Quelle part de différence chez l’enfant peut-on tolérer ? Quel besoin avons-nous de nous
retrouver physiquement puis psychologiquement dans notre enfant ? En effet, ça n’est pas
seulement de ressemblance physique dont il s’agit mais aussi de ressemblance sociale,
économique, intellectuelle ou politique. Pourquoi un enfant qui pense autrement, qui sort
de son milieu religieux, économique ou social, suscite tant de rejet parfois chez sa famille ?
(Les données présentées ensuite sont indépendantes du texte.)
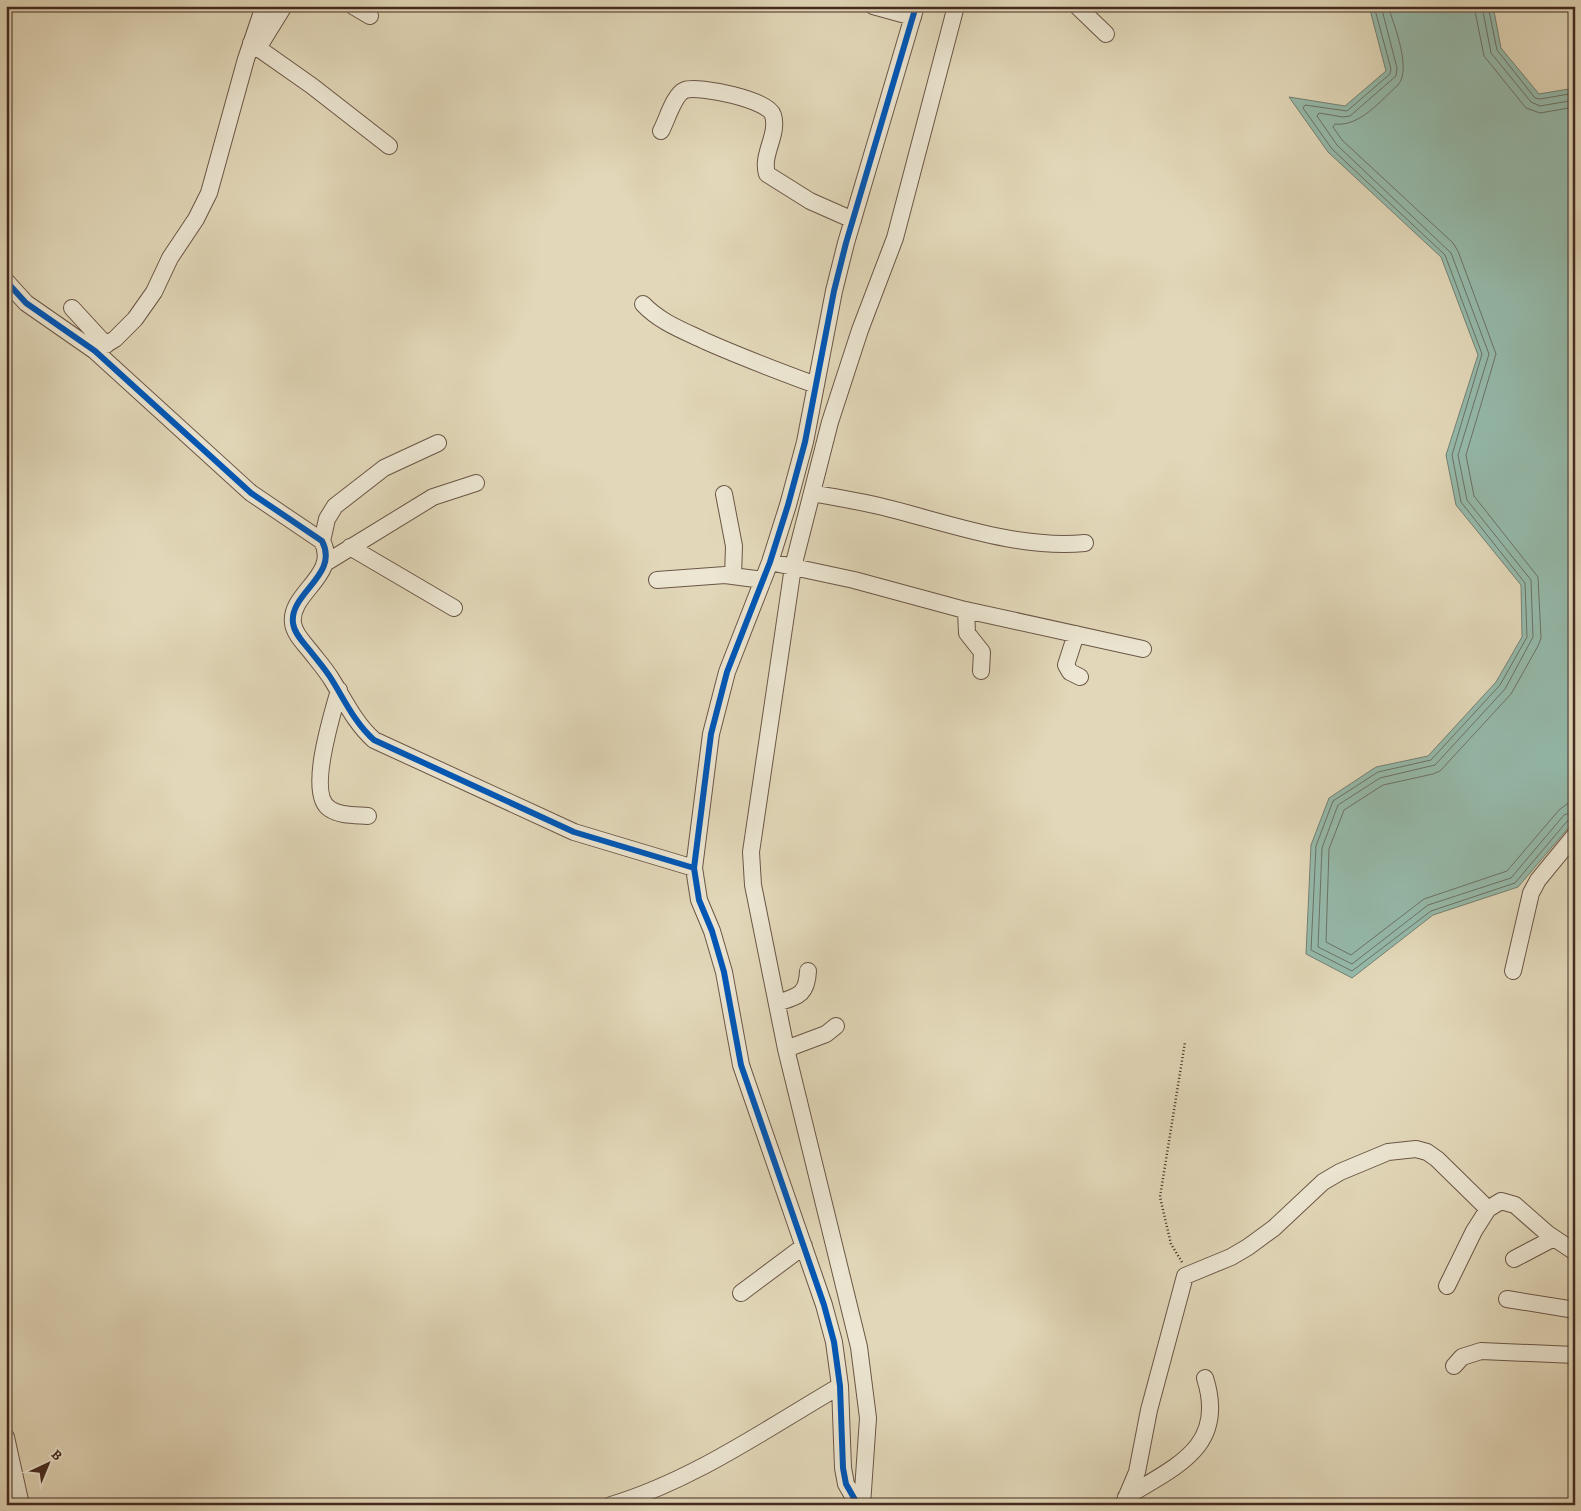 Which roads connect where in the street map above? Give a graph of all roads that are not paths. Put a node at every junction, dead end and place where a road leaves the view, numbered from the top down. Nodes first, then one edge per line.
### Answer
1 (264, 6) edge
2 (284, 6) edge
3 (353, 6) edge
4 (873, 6) edge
5 (956, 6) edge
6 (1077, 6) edge
7 (914, 12) edge
8 (370, 16) dead end
9 (1106, 34) dead end
10 (255, 46) junction
11 (661, 131) dead end
12 (389, 146) dead end
13 (853, 220) junction
14 (6, 281) edge
15 (643, 304) dead end
16 (72, 308) dead end
17 (100, 348) junction
18 (816, 385) junction
19 (438, 444) dead end
20 (476, 483) dead end
21 (724, 494) dead end
22 (812, 494) junction
23 (322, 542) junction
24 (1086, 543) dead end
25 (350, 547) junction
26 (327, 562) junction
27 (782, 564) junction
28 (733, 576) junction
29 (658, 580) dead end
30 (763, 580) junction
31 (454, 608) dead end
32 (966, 610) junction
33 (1076, 634) junction
34 (1143, 649) dead end
35 (981, 671) dead end
36 (1080, 677) dead end
37 (339, 690) junction
38 (368, 816) dead end
39 (1575, 835) edge
40 (694, 868) junction
41 (808, 971) dead end
42 (1513, 971) dead end
43 (777, 1003) junction
44 (836, 1026) dead end
45 (786, 1049) junction
46 (1488, 1209) junction
47 (1554, 1238) junction
48 (804, 1246) junction
49 (1575, 1252) edge
50 (1514, 1259) dead end
51 (1447, 1286) dead end
52 (741, 1293) dead end
53 (1507, 1299) dead end
54 (1575, 1310) edge
55 (1575, 1355) edge
56 (1454, 1366) dead end
57 (1206, 1378) dead end
58 (840, 1386) junction
59 (6, 1437) edge
60 (1125, 1501) edge
61 (858, 1503) edge
62 (21, 1505) edge
63 (611, 1505) edge

1 - 10 street
2 - 10 street
3 - 8 street
4 - 7 street
5 - 22 street
6 - 9 street
7 - 13 street
10 - 12 street
10 - 17 street
11 - 13 street
13 - 18 street
14 - 17 street
15 - 18 street
16 - 17 street
17 - 23 street
18 - 27 street
19 - 23 street
20 - 25 street
21 - 28 street
22 - 24 street
22 - 27 street
23 - 26 street
25 - 26 street
25 - 31 street
26 - 37 street
27 - 30 street
27 - 32 street
27 - 43 street
28 - 29 street
28 - 30 street
30 - 40 street
32 - 33 street
32 - 35 street
33 - 34 street
33 - 36 street
37 - 38 street
37 - 40 street
39 - 42 street
40 - 48 street
41 - 43 street
43 - 45 street
44 - 45 street
45 - 61 street
46 - 47 street
46 - 51 street
46 - 60 street
47 - 49 street
47 - 50 street
48 - 52 street
48 - 58 street
53 - 54 street
55 - 56 street
57 - 60 street
58 - 61 street
58 - 63 street
59 - 62 street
Parce qu’on refuse l’altérité. On préfère ce que l’on connaît déjà. On veut du semblable, que
rien ne change vraiment d’une génération à l’autre. Or, enfanter permet de se continuer
mais aussi de créer un autre, strictement différent de soi.
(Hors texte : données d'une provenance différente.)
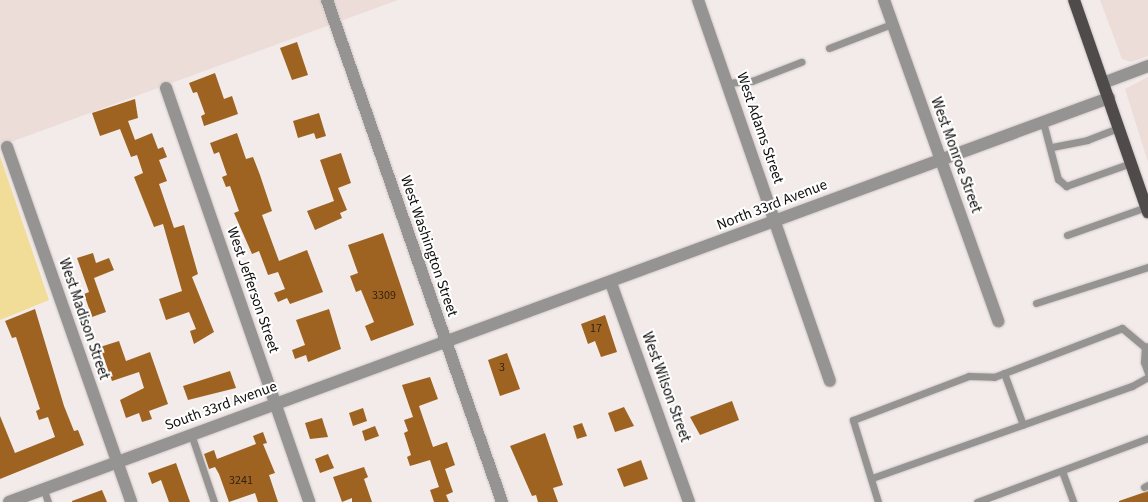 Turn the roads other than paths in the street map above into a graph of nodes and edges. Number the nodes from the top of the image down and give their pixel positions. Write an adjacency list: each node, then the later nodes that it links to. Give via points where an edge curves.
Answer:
1 (327, 0): 26 (street, West Washington Street)
2 (698, 0): 9 (street, West Adams Street)
3 (884, 0): 5 (street, West Monroe Street)
4 (1074, 0): 10 (main road)
5 (892, 24): 6 (lane); 17 (street, West Monroe Street)
6 (829, 48)
7 (801, 62): 9 (lane, via 752,81)
8 (1148, 66): 10 (street)
9 (727, 83): 20 (street, West Adams Street)
10 (1103, 83): 12 (main road)
11 (166, 88): 31 (street, West Jefferson Street)
12 (1109, 98): 13 (street, North 33rd Avenue); 14 (main road)
13 (1043, 122): 16 (lane); 17 (street, North 33rd Avenue)
14 (1119, 128): 16 (lane, via 1088,140); 18 (main road)
15 (7, 146): 35 (street, West Madison Street)
16 (1052, 147): 18 (lane, via 1058,179 1066,186)
17 (941, 160): 20 (street, North 33rd Avenue); 25 (street, West Monroe Street)
18 (1131, 163): 19 (main road)
19 (1147, 209): 21 (lane)
20 (776, 221): 23 (street, North 33rd Avenue); 30 (street, West Adams Street)
21 (1067, 234)
22 (1148, 267): 24 (lane)
23 (611, 283): 26 (street, North 33rd Avenue); 44 (street, West Wilson Street)
24 (1036, 303)
25 (998, 321)
26 (445, 341): 31 (street, South 33rd Avenue); 43 (street, West Washington Street)
27 (1146, 346): 28 (lane, via 1122,328); 29 (lane, via 1144,362)
28 (1004, 373): 32 (lane); 37 (lane, via 994,377 969,376 853,420)
29 (1148, 375): 32 (lane)
30 (830, 381)
31 (275, 403): 33 (street, South 33rd Avenue); 42 (street, West Jefferson Street)
32 (1023, 425): 37 (lane)
33 (190, 434): 35 (street, South 33rd Avenue); 41 (lane)
34 (1148, 438): 36 (lane)
35 (117, 463): 38 (street, South 33rd Avenue); 40 (street, West Madison Street)
36 (1062, 471): 46 (lane); 47 (lane)
37 (872, 478): 45 (lane)
38 (46, 496): 39 (street, South 33rd Avenue)
39 (9, 502)
40 (130, 502)
41 (214, 502)
42 (309, 502)
43 (502, 502)
44 (689, 502)
45 (878, 502)
46 (977, 502)
47 (1073, 502)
Quel risque de rejet de l’enfant serait à l’oeuvre si la part inconnue de la donneuse est
déniée dans la procréation ? Il faut s’interroger sur la part de soi à transmettre et celle
prête à être abandonnée pour devenir parent.
Il faut accepter que nos gènes ne participent pas à la conception de notre enfant et que
cela va entraîner des modifications dans la physionomie de ce dernier ; tout en s’assurant
de l’aimer malgré le risque de dissemblance physique et compter sur sa propre capacité
d’amour, de joie et de partage avec son enfant.
Ce ne sera donc pas l’usage d’un don de gamètes qui perturberait un enfant à venir mais
bien le rejet de son parent. Ce n’est pas la présence d’unes donneur/se qui perturberait un
enfant mais l’impossibilité de son parent à l’aimer. Ce n’est pas l’anonymat ou pas d’un.e
donneur/se qui perturberait l’enfant mais l’idée que quelqu’un d’autre pourrait l’aimer car
son parent blessé par l’infertilité et rejetant n’y parvient pas. Aussi, dans la réflexion avant
le recours au don de gamètes, ne nous trompons pas d’objet de réflexion. Il s’agit d’abord et
avant tout d’accepter d’avoir perdu la capacité à se reproduire par ses propres gamètes afin
d’accepter d’utiliser les gamètes d’un ou une donneur/se.
Comptons sur les enfants conçus par don de gamètes pour se faire aimer de leur parent et
apaiser les craintes de ces derniers en réveillant et suscitant leur amour parental.